In the 115th Congress, it was left to Enzi to craft an unusual, bare-bones budget resolution to serve as a vehicle for repealing the health care law after House Republicans were unable to muster enough support to pass their budget.
When efforts to repeal the health law collapsed, Enzi set his sights on a budget resolution paving the way for Republicans to tackle their next big priority: tax overhaul. The budget resolution adopted in 2017 cleared the way for passing a sweeping tax overhaul that year without needing votes from Democrats.
Ueland said Enzi “had the patience, perseverance and positivity to lead his Republican colleagues on the committee and in the Senate, work with the Democrats, negotiate with the House, and lead in both moving the Republican agenda forward during the Trump presidency and creating a strong bipartisan consensus behind an improved budget process and a better way of handling budget resolutions in the committee.”
Son of a shoe salesman
Enzi was born in 1944 in Bremerton, Wash., where his father had worked in the naval shipyards during World War II. The family moved to Wyoming soon after his birth. After graduating from high school in Sheridan, Wyo., and college at the George Washington University in Washington, D.C., he returned west to the University of Denver, where he received a master’s degree in retail marketing in 1968.
The following year, he married and moved to Wyoming with his wife, Diana. They settled in Gillette, a boomtown in the middle of the state’s coal and oil industries, where they expanded his father’s small business, NZ Shoes. They later added stores in Sheridan and Miles City, Mont.
Enzi said his experience selling shoes proved valuable in the Senate.
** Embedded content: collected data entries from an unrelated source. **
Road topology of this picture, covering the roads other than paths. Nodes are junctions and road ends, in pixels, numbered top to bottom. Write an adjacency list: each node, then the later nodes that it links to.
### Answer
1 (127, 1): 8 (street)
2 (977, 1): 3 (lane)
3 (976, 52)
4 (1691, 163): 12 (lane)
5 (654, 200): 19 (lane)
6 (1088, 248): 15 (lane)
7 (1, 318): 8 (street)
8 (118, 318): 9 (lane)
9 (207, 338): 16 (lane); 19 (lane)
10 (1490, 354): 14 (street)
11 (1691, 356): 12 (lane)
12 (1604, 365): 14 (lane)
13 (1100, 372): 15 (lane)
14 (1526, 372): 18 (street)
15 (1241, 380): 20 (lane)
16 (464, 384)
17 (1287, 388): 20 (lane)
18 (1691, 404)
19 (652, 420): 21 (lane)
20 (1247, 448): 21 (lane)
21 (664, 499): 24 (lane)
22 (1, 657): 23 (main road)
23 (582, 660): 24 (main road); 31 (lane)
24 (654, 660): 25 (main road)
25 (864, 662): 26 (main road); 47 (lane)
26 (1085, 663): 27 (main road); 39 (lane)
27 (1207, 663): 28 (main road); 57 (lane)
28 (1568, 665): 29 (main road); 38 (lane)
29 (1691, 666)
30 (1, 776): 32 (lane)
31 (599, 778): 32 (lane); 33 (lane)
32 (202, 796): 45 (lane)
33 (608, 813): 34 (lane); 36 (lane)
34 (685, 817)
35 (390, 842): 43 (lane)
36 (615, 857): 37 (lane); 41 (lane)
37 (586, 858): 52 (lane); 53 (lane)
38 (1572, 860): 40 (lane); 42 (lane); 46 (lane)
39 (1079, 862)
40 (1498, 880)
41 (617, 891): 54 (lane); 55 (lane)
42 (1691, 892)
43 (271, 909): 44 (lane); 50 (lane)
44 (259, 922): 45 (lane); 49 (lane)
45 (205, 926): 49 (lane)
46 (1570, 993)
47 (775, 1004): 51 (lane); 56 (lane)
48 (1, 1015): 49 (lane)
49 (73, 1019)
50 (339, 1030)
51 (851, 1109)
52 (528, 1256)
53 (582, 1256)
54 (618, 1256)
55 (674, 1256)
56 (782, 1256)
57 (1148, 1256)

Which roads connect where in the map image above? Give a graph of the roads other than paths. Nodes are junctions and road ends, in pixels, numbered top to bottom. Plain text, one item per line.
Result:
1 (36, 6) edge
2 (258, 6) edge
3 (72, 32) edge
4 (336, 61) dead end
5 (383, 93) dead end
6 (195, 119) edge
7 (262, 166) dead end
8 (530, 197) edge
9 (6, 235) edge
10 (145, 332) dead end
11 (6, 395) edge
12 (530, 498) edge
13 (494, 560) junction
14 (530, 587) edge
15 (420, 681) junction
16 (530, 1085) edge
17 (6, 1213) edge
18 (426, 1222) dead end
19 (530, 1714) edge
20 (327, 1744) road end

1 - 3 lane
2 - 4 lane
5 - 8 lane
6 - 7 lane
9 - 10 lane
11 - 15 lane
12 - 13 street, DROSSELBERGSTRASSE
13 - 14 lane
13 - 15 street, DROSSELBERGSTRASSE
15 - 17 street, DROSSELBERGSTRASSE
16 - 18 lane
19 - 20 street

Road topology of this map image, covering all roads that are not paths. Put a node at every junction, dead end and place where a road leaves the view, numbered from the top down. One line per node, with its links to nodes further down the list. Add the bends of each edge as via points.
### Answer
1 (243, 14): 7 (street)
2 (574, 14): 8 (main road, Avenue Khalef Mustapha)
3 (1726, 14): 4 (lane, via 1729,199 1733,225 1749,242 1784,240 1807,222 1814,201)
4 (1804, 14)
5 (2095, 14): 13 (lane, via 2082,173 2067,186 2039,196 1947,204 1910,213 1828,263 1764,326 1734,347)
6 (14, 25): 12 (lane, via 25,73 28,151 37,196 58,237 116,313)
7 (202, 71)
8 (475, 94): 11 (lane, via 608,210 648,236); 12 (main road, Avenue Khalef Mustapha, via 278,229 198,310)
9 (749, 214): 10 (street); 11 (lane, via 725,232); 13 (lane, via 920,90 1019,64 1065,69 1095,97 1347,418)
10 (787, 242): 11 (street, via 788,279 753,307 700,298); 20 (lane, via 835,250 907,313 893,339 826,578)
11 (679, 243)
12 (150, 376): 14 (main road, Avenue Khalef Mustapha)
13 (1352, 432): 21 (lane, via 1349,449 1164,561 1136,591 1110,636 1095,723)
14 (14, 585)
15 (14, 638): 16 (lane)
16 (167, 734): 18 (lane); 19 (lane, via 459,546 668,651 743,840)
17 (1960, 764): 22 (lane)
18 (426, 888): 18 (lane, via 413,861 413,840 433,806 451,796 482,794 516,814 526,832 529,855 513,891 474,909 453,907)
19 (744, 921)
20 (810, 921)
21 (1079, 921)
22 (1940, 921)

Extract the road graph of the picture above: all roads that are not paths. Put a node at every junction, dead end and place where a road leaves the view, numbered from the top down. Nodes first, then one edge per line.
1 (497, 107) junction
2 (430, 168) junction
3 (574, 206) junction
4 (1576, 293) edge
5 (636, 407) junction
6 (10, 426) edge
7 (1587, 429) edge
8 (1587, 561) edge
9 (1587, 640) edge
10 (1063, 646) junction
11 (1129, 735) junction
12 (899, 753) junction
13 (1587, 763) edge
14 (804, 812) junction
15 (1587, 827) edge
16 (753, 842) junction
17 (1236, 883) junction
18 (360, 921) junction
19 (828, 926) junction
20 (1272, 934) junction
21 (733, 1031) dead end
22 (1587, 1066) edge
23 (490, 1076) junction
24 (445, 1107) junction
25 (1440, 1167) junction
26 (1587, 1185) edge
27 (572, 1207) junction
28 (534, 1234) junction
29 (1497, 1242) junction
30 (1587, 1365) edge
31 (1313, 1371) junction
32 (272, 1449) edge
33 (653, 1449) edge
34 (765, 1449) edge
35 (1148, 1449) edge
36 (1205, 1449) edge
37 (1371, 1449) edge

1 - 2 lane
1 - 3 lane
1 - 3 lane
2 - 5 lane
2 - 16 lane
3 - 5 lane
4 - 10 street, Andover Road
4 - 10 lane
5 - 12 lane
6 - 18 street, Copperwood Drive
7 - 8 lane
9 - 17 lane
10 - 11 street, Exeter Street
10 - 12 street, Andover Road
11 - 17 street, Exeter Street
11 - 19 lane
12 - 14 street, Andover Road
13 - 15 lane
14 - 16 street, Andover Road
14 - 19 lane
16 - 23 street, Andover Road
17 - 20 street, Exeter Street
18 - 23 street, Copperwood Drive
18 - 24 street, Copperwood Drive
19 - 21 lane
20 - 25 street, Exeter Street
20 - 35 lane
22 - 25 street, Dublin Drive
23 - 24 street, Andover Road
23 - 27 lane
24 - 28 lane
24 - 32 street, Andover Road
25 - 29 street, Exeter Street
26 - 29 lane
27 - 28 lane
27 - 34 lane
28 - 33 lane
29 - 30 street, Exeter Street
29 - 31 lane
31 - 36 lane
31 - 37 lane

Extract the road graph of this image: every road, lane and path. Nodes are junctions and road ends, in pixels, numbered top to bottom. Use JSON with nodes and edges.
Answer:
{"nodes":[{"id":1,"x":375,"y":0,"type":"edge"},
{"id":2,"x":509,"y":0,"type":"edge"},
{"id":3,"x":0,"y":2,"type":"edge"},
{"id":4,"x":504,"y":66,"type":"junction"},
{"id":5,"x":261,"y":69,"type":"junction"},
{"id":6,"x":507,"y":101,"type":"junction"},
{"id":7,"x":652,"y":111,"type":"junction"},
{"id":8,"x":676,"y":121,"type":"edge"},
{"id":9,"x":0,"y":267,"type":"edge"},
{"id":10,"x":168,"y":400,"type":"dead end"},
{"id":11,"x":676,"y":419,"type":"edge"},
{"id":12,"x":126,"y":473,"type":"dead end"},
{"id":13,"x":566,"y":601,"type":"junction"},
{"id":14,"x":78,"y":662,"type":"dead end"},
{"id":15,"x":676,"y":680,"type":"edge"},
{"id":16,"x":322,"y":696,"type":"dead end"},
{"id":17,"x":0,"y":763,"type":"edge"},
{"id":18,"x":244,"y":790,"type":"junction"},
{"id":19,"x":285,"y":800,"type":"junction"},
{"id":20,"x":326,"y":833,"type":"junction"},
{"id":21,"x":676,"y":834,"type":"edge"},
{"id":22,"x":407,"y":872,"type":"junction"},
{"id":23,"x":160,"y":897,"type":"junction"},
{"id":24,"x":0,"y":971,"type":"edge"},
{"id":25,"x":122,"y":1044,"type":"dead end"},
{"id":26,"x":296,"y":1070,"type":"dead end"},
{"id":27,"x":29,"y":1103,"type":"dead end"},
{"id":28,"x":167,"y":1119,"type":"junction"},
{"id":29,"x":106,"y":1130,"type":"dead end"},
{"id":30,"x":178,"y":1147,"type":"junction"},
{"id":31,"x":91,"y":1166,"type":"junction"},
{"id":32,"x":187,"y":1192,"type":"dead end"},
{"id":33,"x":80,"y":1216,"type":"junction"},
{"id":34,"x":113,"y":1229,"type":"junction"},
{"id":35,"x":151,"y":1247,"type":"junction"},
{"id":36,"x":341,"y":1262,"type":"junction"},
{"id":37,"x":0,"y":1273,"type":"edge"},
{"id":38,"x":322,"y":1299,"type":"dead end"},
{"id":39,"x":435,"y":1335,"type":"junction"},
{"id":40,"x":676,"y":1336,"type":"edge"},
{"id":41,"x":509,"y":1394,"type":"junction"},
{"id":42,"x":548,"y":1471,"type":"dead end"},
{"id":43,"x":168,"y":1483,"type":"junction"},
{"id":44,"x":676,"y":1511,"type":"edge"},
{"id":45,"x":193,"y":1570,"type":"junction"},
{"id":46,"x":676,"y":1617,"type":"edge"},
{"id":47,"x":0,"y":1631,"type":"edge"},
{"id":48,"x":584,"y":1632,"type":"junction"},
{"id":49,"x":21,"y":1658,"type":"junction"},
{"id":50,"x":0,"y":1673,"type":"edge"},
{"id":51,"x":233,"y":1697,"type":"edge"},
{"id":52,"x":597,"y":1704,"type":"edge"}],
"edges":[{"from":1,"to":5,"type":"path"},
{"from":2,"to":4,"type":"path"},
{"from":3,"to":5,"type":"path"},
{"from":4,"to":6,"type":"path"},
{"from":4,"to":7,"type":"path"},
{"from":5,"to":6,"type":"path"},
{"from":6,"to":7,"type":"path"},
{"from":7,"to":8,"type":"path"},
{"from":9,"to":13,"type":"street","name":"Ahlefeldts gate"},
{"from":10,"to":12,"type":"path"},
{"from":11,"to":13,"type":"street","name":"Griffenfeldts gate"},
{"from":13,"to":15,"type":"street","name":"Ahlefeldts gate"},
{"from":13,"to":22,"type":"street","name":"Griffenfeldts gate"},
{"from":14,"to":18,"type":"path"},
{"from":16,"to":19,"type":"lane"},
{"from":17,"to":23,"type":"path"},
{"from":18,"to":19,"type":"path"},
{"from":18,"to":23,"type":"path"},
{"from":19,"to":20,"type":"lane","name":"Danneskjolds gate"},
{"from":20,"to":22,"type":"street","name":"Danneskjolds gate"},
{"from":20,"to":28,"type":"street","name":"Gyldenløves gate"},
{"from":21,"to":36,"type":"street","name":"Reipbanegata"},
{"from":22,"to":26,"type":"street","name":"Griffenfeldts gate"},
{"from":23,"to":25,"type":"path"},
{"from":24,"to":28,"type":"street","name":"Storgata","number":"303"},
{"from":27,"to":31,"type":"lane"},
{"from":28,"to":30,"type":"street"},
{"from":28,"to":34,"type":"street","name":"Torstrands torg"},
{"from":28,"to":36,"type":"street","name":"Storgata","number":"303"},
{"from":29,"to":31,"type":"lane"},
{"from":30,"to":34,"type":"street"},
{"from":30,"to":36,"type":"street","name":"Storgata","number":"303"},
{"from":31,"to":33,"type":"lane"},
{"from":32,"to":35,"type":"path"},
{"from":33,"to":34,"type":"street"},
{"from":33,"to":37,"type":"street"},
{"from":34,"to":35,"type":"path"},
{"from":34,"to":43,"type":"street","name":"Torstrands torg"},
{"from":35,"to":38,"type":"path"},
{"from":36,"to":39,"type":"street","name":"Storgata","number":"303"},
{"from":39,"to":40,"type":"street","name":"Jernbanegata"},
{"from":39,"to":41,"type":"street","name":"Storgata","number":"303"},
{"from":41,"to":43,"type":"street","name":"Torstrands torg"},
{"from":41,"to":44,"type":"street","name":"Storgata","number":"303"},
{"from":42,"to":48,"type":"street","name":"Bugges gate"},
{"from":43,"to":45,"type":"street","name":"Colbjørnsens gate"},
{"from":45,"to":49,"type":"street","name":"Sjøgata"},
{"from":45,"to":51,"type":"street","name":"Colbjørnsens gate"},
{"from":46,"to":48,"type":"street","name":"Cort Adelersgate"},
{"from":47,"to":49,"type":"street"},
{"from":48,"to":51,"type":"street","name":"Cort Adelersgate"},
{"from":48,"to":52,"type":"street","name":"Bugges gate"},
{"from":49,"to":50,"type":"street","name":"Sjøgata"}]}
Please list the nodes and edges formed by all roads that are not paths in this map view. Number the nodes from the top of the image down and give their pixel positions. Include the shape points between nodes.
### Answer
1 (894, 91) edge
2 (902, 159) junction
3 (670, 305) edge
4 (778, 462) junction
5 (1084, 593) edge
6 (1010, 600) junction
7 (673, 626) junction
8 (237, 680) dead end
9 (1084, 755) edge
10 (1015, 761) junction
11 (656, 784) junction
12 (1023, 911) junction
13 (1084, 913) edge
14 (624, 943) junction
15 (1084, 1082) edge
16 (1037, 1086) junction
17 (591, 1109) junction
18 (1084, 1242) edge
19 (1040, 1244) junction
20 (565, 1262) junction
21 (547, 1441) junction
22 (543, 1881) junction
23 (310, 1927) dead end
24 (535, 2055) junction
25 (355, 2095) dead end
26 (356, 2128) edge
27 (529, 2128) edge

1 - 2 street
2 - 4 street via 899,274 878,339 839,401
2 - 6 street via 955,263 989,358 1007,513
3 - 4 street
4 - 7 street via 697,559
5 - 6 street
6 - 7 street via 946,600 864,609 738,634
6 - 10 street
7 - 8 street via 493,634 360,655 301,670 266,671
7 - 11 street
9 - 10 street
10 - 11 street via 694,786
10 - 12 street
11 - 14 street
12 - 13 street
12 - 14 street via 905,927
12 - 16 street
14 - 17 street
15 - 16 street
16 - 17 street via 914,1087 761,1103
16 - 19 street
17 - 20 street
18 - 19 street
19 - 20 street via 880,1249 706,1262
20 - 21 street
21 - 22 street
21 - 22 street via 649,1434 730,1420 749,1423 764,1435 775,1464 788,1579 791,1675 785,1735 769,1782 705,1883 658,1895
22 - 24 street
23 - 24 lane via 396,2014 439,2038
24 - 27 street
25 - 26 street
It was, he said, “some of my best background — you have to know that there’s a customer, you have to listen to the customer, and you have to see how what the customer wants matches up with the inventory. And around here, the inventory is legislation.”
Enzi began his political career by winning the 1974 mayoral election in Gillette when he was 30. In 1986, he won a seat in the state House, and by 1991 he was in the state Senate. When Republican Sen. Alan Simpson decided to retire after 18 years, Enzi sought the seat. He narrowly won the 1996 primary over John Barrasso — who is now the Senate’s No. 3 Republican — by building a network of supporters drawn in part from the Wyoming Christian Coalition. He took the general election by 12 points over Democrat Kathy Karpan, a former two-term Wyoming secretary of state.
Enzi faced a potentially ugly primary challenge in 2013 from Liz Cheney, who now represents the state in the House. But Enzi was not as easy to knock off as Cheney may have imagined. His reelection was ensured when Cheney dropped out in January 2014, citing a family member’s health issues.
Cheney said in a statement Tuesday that Enzi had been a mentor during the four years they served together in Congress, calling him a “straight-shooter, an honest broker and a soft-spoken but powerful advocate” for fiscal discipline and Wyoming’s energy industry.
“Any event that included Mike would be better because of his intellect, his dedication, determination and wonderful dry sense of humor,” Cheney said. He was also a lover of the outdoors and a “firm believer that a fly rod and a day on the river could fix just about anything,” she said.